Fig. 4: GA DPRs disrupt the nuclear membrane and lamina.

a Transmission electron microscope images of in Cos-7 cells with ADP-1 treatment and photoinitiation, ADP-1 treatment only, photoinitiation only, and not treatment. Cos-7 cells were treated with ADP-1 (1 µM), photoinitiated, and then incubated for 24 h. Yellow arrows indicate the nuclear membrane. Black squares indicate the view of zoom-in images. Scale bars indicate 1 µm. b Immunofluorescence images of lamin B1 (red) in GA DPRs (green)-rich SH-SY5Y. Cells were treated with ADP-2 (1 µM), photoinitiated, and then incubated for 24 h. Yellow arrows indicate the lamin B1 nuclear diffusion.
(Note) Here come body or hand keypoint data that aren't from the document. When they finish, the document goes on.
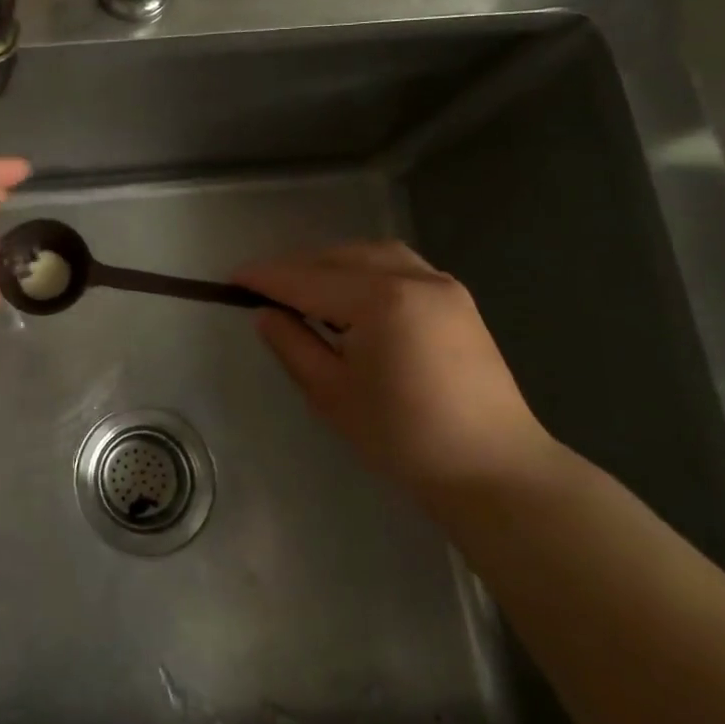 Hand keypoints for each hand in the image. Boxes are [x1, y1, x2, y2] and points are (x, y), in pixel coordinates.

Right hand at [235, 241, 556, 495]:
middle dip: (296, 269)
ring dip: (330, 264)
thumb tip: (266, 313)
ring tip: (305, 291)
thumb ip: (292, 344)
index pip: (306, 279)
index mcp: (380, 300)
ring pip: (369, 254)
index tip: (231, 280)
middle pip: (337, 258)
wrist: (493, 469)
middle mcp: (413, 278)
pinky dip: (364, 270)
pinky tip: (352, 297)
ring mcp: (441, 284)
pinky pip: (398, 266)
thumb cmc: (403, 437)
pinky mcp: (456, 299)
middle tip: (263, 291)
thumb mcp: (330, 393)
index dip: (265, 278) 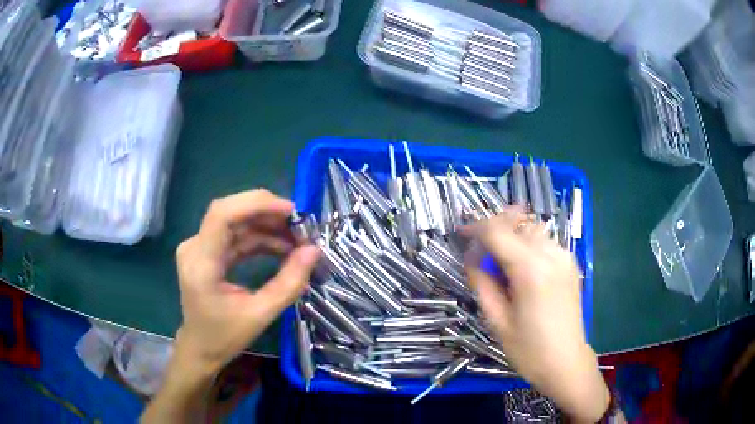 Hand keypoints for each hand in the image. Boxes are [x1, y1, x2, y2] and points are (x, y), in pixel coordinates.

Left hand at [173, 190, 320, 376]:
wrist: (201, 348)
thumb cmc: (224, 337)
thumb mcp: (260, 314)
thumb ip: (288, 283)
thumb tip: (313, 251)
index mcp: (201, 262)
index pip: (223, 215)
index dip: (257, 204)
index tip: (292, 212)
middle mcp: (195, 246)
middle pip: (230, 212)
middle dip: (267, 213)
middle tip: (301, 225)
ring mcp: (200, 247)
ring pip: (236, 222)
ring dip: (267, 226)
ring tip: (297, 238)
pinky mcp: (208, 252)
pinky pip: (236, 236)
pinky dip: (260, 238)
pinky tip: (282, 247)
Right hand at [464, 211, 608, 423]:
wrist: (566, 362)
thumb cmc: (528, 349)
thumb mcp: (497, 320)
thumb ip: (482, 283)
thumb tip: (471, 258)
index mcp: (531, 270)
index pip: (498, 231)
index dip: (475, 228)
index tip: (461, 234)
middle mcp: (551, 254)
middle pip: (517, 222)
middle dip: (495, 228)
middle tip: (480, 250)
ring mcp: (565, 256)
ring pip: (532, 229)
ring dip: (512, 235)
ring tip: (500, 261)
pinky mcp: (571, 263)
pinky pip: (545, 242)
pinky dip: (528, 245)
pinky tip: (522, 268) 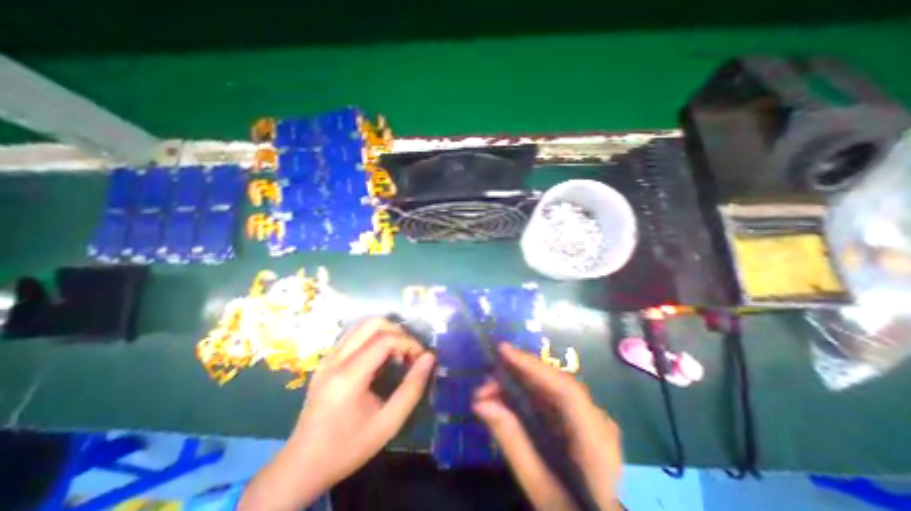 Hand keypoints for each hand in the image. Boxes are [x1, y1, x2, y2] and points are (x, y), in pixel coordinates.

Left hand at [239, 318, 434, 509]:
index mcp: (348, 376)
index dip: (409, 342)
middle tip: (409, 352)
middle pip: (373, 323)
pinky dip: (372, 335)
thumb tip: (429, 358)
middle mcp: (336, 359)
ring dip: (385, 331)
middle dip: (398, 332)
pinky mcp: (325, 359)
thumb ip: (412, 388)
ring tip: (396, 352)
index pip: (385, 340)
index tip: (421, 357)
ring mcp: (327, 357)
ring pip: (362, 324)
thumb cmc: (348, 447)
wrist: (302, 465)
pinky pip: (353, 334)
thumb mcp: (388, 423)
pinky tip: (379, 355)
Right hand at [473, 343, 623, 510]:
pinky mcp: (580, 424)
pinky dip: (526, 398)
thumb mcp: (543, 492)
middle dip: (518, 376)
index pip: (565, 389)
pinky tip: (506, 401)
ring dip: (518, 386)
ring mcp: (591, 421)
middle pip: (555, 384)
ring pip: (551, 390)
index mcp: (596, 441)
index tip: (502, 351)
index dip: (532, 365)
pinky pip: (551, 402)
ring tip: (488, 394)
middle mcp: (597, 421)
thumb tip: (480, 404)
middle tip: (484, 385)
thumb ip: (513, 443)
White dash line in the lamin B1 channel indicates the region for fluorescence intensity profiling. Scale bars indicate 10 µm. c Fluorescence intensity profile of the cells in Fig. 4B. Red curve indicates lamin B1 channel and the blue curve indicates DAPI channel. d Quantification analysis demonstrated the majority of cells with lamin B1 nuclear diffusion after ADP-2 treatment and photoinitiation (+ADP-2 +UV). Three biological replicates were carried out (r = 3). More than 53 cells were counted and analyzed in each group (n ≥ 53). Mean and standard deviation for group control = 28.0 ± 7.8; ADP-2 = 50.7 ± 3.3. * indicates statistical significance where p value < 0.05 (p value = 0.019, analyzed by two-sided Welch’s T test, degree of freedom = 3, t value = 3.18).